By Fine Print Staff
The University of Florida is asking publications to remove private free-standing newspaper boxes, like the one pictured above, to be replaced by UF’s own tiered, modular boxes and will charge publications $50 per year per one newspaper slot.
Last week the Gainesville Sun published an article highlighting the University of Florida’s initiative to remove The Alligator’s signature orange boxes from campus and replace them with black, modular boxes. The article focused on how this initiative will affect The Alligator and its right to unique visibility and control of the paper.
And yes, this will affect The Alligator. But it will also affect every other publication and student at UF.
The UF mandate to eliminate all free-standing private boxes and replace them with UF-sanctioned modular boxes requires that anyone wishing to distribute on campus must purchase space in the modular boxes at $50 per box per year.
This cost will work to stifle free speech, the diversity of voices on campus, and the free flow of information to students.
UF’s College of Journalism and Communications is one of the best journalism schools in the country, so new student publications and projects are not uncommon. But starting a publication is costly, and this UF regulation will present a new obstacle for these fledgling publications. The new cost to be able to distribute on campus will also affect small publications that rely on limited funding for printing and operating costs. These publications are not likely to have a large enough budget, if one exists at all, to afford box distribution on campus with UF’s soon-to-be-implemented fees.
New publications and those with limited income often buy used newspaper boxes to increase distribution at a reasonable, one-time cost to the publication. Those boxes can be painted with free paint and set up for free in line with fellow free-standing newspaper boxes.
Now in order to cover the same ground where those boxes once stood all together in an eye-catching colorful block, it will cost publications a minimum of $1,000 per year for the same distribution space (equivalent to 20 box slots at $50 each) — and as The Alligator points out, only to gain a small anonymous spot.
In addition, putting extra pressure on publications to raise more funds just to distribute on the UF campus could negatively affect the content of those publications and their ability to cover the stories and issues they deem important to readers. As it stands, most free papers, or papers that are not-for-profit, do not have allegiance to organizations, advertisers or board of directors. Because they do not have financial backing from any one of these, they are free to investigate any story, criticize leadership and align with whatever politics they please. Introducing money and legislation to the distribution of student- or locally-produced media on campus is an extreme disservice to UF students. These free-thinking papers, with little to no budget for distribution, are at risk of being thrown off the radar, or at best, drowned out by publications with more funding.
UF students of the past had the privilege of freedom of speech, freedom of the press, and the freedom to choose and consume from a wide array of voices. Gainesville and UF together were once known as the Berkeley of the South for their radical and progressive ‘60s and ‘70s students who greatly exercised free speech on campus. From radical feminist literature to independent political and local magazines like Moon Magazine and Prairie Fire, past UF students produced exceptional and timeless journalism and political theory that was printed and then yes, distributed, on campus. Now, it looks like UF students of the future will have a limited number of free speech outlets, and those that are left will come with limitations to speech as a result of allegiances to advertisers or other funding sources.
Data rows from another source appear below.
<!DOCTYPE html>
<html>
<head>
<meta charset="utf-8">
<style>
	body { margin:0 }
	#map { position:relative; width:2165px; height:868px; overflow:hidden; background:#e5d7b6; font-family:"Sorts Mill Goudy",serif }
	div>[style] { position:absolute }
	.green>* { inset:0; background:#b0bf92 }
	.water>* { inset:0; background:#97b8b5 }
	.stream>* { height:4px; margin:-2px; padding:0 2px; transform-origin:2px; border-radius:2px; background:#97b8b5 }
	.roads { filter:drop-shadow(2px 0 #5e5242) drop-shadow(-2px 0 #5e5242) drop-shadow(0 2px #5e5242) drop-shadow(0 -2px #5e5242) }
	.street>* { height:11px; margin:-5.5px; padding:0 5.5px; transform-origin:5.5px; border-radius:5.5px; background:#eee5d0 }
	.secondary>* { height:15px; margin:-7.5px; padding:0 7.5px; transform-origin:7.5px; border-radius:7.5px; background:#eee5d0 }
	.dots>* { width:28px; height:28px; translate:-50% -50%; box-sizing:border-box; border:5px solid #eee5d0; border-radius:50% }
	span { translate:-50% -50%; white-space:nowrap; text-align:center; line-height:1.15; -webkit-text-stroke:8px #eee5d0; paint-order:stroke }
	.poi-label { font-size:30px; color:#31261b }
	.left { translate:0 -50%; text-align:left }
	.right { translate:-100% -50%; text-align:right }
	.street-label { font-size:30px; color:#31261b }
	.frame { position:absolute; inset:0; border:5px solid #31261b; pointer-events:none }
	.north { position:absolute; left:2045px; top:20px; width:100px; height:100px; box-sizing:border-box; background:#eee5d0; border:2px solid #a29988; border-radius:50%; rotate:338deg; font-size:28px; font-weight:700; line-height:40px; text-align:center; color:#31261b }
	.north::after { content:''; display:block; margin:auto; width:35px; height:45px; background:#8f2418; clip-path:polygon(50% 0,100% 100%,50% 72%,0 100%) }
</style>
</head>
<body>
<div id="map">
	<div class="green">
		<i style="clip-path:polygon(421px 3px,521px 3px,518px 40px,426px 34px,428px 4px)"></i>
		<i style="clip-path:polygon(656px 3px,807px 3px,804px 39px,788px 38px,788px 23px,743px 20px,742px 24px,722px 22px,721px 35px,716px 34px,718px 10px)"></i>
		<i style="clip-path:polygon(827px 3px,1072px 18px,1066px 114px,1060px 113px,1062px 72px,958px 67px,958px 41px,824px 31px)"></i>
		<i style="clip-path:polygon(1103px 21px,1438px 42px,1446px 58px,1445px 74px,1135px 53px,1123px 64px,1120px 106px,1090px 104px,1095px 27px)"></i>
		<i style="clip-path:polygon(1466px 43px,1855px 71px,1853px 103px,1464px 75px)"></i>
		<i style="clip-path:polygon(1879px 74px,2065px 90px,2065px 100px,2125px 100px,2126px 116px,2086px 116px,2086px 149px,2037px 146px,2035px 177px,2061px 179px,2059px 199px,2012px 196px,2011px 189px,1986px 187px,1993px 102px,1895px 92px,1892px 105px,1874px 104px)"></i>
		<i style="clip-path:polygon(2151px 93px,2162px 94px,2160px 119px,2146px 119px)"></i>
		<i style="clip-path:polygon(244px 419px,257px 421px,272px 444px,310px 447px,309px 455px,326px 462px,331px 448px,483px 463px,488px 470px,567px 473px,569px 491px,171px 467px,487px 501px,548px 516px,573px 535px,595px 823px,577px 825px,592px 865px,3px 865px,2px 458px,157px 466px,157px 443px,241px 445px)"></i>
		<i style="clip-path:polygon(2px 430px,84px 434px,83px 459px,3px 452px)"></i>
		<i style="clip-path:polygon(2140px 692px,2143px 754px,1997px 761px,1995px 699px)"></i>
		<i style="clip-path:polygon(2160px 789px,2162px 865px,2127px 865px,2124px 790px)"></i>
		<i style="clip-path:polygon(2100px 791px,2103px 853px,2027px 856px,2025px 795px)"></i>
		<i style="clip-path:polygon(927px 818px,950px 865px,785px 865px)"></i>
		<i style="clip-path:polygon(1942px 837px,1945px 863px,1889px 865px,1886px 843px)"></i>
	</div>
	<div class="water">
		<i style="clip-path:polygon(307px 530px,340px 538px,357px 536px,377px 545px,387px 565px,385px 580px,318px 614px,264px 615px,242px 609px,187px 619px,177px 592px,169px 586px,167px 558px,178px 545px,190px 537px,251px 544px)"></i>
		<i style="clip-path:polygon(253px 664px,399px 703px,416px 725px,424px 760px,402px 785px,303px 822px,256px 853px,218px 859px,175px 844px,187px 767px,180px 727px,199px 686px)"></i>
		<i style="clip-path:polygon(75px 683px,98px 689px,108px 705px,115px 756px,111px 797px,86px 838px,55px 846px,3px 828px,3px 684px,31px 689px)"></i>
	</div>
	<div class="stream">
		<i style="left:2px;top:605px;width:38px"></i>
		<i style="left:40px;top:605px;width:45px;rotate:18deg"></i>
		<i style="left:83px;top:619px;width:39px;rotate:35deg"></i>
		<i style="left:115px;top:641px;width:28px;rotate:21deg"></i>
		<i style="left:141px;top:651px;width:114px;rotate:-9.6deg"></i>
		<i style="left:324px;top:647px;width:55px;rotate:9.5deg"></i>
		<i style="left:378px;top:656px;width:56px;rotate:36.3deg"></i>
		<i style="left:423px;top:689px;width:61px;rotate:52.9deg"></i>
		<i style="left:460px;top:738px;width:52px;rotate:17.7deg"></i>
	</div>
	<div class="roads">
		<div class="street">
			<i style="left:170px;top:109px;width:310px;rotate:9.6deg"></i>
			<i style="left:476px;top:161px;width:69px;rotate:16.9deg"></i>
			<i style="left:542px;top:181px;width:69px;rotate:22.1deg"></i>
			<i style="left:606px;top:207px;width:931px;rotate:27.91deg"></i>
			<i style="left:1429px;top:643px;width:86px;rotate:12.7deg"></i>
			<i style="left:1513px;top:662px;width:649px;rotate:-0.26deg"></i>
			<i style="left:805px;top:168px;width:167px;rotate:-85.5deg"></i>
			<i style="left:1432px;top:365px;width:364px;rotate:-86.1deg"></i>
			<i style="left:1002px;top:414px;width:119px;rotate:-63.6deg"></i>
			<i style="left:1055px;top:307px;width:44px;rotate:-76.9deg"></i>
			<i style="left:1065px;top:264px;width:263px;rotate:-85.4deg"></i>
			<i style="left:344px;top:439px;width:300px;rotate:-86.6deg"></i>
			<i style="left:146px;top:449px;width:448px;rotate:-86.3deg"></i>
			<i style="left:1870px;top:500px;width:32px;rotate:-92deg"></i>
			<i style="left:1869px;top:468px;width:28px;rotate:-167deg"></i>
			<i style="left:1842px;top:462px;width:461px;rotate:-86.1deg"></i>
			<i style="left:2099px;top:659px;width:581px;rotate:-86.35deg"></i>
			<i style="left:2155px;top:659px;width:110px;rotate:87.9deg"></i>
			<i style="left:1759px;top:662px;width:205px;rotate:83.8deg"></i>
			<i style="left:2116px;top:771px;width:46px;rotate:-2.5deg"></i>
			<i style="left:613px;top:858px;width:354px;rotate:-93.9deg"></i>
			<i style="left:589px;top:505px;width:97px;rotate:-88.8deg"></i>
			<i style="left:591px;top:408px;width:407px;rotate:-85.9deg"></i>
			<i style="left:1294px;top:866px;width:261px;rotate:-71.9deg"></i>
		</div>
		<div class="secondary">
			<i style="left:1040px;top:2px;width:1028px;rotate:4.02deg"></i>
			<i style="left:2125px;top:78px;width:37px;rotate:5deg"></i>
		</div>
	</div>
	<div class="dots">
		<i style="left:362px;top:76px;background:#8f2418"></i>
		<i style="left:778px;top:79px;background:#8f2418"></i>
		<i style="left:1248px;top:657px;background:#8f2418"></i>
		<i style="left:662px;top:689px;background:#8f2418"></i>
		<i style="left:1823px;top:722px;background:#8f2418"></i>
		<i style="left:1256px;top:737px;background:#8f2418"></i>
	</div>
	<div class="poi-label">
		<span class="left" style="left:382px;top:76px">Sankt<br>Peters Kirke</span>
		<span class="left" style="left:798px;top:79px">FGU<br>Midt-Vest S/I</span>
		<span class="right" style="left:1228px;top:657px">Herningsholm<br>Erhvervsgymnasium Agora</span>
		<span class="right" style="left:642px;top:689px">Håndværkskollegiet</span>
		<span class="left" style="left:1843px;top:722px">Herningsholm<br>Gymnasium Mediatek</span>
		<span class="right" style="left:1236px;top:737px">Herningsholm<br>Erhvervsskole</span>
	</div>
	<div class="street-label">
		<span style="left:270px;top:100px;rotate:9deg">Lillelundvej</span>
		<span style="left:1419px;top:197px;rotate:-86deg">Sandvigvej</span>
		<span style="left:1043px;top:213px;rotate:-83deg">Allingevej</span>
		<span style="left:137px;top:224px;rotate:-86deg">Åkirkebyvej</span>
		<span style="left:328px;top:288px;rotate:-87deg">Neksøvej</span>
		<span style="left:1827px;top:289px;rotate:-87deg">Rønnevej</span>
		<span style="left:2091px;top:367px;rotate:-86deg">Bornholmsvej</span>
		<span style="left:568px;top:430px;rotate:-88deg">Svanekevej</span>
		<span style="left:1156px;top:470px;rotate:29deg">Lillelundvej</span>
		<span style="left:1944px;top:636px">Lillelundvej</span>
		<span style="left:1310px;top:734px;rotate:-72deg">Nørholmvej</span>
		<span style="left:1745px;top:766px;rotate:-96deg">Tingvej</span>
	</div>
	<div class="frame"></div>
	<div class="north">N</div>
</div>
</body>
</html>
UF is once again putting their financial burdens on the backs of students.
We’ve shown the school that it’s not okay to impose block tuition on students and it’s not okay to get rid of the entire Department of Computer and Information Science and Engineering (CISE) to aid in UF’s financial troubles. Now it’s time to tell them that we will not accept this assault on free speech.
UF students deserve to have a diverse selection of student and local publications to choose from. The decision to tax the distribution of all publications on campus, student-produced or otherwise, will not only eliminate The Alligator’s orange boxes, but it will also risk the elimination of all existing and future publications with a different or independent point of view who struggle just to be in print, let alone distributed on campus.
Keep free speech free!
Editor’s Note: The Fine Print receives a grant twice per year from Campus Progress, a division of the Center for American Progress, for printing and operational costs. This upcoming fall semester we will receive $2,500. However, Campus Progress, as stated on their website here, does “not require students to advance specific views, nor do we [Campus Progress] censor or exercise prior review over sponsored organizations.” All of the Campus Progress grant money goes toward printing costs.